Instructions to follow =
Skip the pictures. Give all the data again exactly.
_ _ _ _ _
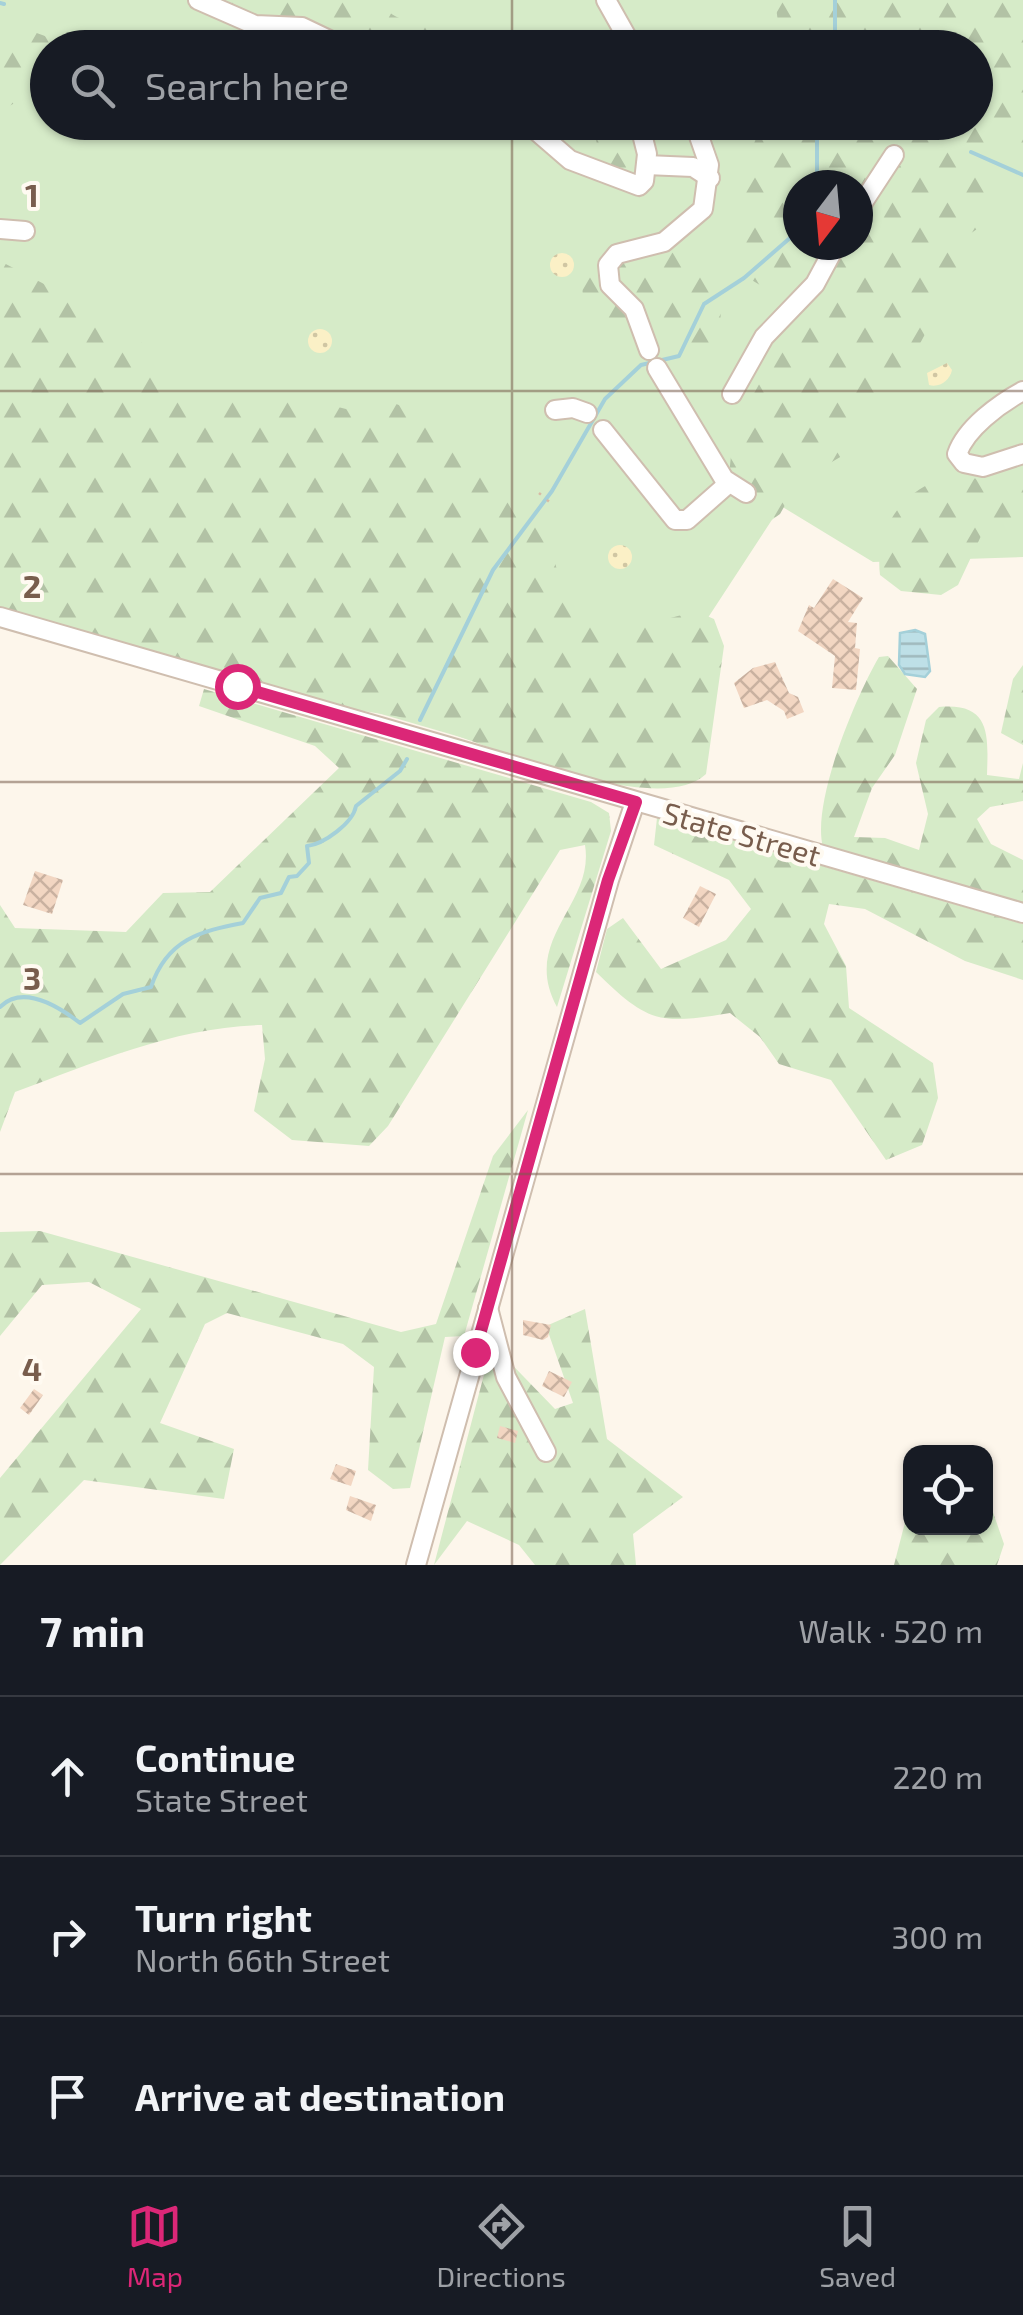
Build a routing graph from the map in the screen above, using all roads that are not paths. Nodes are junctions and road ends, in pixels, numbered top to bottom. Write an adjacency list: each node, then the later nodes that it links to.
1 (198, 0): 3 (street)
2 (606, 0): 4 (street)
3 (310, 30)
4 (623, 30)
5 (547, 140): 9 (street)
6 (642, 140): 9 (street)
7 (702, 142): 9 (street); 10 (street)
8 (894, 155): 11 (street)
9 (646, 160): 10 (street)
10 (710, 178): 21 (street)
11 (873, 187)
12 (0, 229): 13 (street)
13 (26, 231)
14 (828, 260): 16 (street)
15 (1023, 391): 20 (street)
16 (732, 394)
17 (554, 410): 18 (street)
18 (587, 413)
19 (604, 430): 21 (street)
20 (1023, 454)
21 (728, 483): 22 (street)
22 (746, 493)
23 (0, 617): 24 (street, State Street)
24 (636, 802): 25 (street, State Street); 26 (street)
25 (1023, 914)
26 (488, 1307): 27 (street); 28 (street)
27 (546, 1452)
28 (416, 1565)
_ _ _ _ _
Answer to the exercise =
Build a routing graph from the map in the screen above, using all roads that are not paths. Nodes are junctions and road ends, in pixels, numbered top to bottom. Write an adjacency list: each node, then the later nodes that it links to.
1 (198, 0): 3 (street)
2 (606, 0): 4 (street)
3 (310, 30)
4 (623, 30)
5 (547, 140): 9 (street)
6 (642, 140): 9 (street)
7 (702, 142): 9 (street); 10 (street)
8 (894, 155): 11 (street)
9 (646, 160): 10 (street)
10 (710, 178): 21 (street)
11 (873, 187)
12 (0, 229): 13 (street)
13 (26, 231)
14 (828, 260): 16 (street)
15 (1023, 391): 20 (street)
16 (732, 394)
17 (554, 410): 18 (street)
18 (587, 413)
19 (604, 430): 21 (street)
20 (1023, 454)
21 (728, 483): 22 (street)
22 (746, 493)
23 (0, 617): 24 (street, State Street)
24 (636, 802): 25 (street, State Street); 26 (street)
25 (1023, 914)
26 (488, 1307): 27 (street); 28 (street)
27 (546, 1452)
28 (416, 1565)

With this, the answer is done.